A new assessment of a large-scale solar-powered hydrogen project in Western Australia reveals that Frontier Energy has the ability to create commercial quantities of green hydrogen at costs far below industry projections.
Frontier’s efforts are concentrated on its Bristol Springs project, located around 120 kilometers south of Perth, where it wants to construct a 114MW solar farm and a 36.6MW alkaline electrolyser to produce green hydrogen.

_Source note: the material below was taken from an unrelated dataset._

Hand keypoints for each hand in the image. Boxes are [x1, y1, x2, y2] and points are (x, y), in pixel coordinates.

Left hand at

A fresh research considered incorporating wind into the project, but concluded that it would not be cost-effective. Prior to a longer-term plan to raise the project to one gigawatt, it was determined that increasing the solar component to approximately 468 MW would be best.

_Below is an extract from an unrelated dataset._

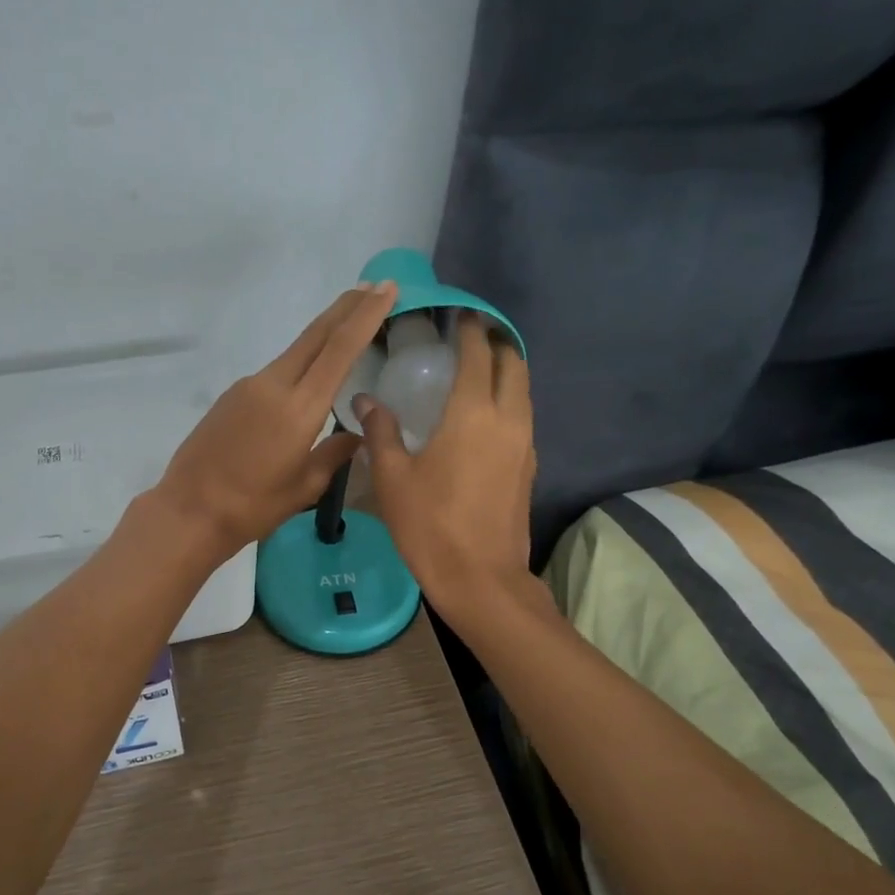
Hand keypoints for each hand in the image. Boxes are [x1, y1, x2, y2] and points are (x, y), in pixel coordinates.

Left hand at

According to Frontier Executive Chairman Grant Davey, total unit costs, including capital, for the first stage of hydrogen production are predicted to average approximately $2.83 per kilogram, making it one of the lowest cost manufacturers in Australia.
On the basis of current electrolyzer and renewable energy pricing, the Australian Renewable Energy Agency estimates that the cost of creating green hydrogen in Australia will range between $6 and $9 per kilogram.
Frontier’s cost estimate is partly influenced by the project’s 846-hectare site 120 kilometers from Perth, which makes use of local existing infrastructure and eliminates the need to construct its own.
This includes access to the Landwehr Terminal, which enables the sale of excess solar-renewable energy to the South West Interconnected System, as well as diverse water sources. This avoids the need for Frontier to incur capital-intensive infrastructure expenditures, such as desalination.
Connecting to SWIS via the Landwehr Terminal would enable the generation of additional money from surplus power sales, reserve capacity credits, and long-term contracts (Large-Scale Generation Certificates).
According to Davey, it would also allow power to be drawn down during periods of poor solar energy yields to meet the electrolyser’s energy demand. This will enable the grid to function as a battery for the project, he explained.
Frontier predicts that its initial hydrogen output will be marketed on the domestic market, with its first customers likely being long-distance pipelines and energy storage facilities.
Discussions over the project’s financing are anticipated to begin later this year, with the company anticipating extra funding from government grants and incentives.
Frontier evaluated the viability of both wind and solar energy options, but determined that wind was not competitive and that a solar-only solution would yield the greatest results. Capital-intensive battery storage was also deemed uneconomical.
Woodside, a large energy producer, is proposing the creation of a 1,7 GW green hydrogen plant in Tasmania using a combination of solar and wind power. In contrast, Frontier’s strategy entails the construction of a 1,3 GW green hydrogen plant.
The production of so-called “green” hydrogen involves passing an electric current through water using an electrolyzer fueled by renewable energy. The creation of “blue” hydrogen involves the use of carbon-emitting natural gas.
According to the International Energy Agency, Australia ranks seventh in the world with 51 hydrogen energy projects.
Davey stated that Frontier’s long-term goal is to create more than 1GW of renewable energy, and that conversations are now underway to identify other land options to increase output.
In a recent research, the International Energy Agency stated that hydrogen energy is seen as a significant energy carrier for the thorough decarbonization of the chemical, steel, and transportation industries, as well as for long-term energy storage.
The World Energy Council projects that by 2050, hydrogen energy will account for up to 25 percent of the world’s final energy demand.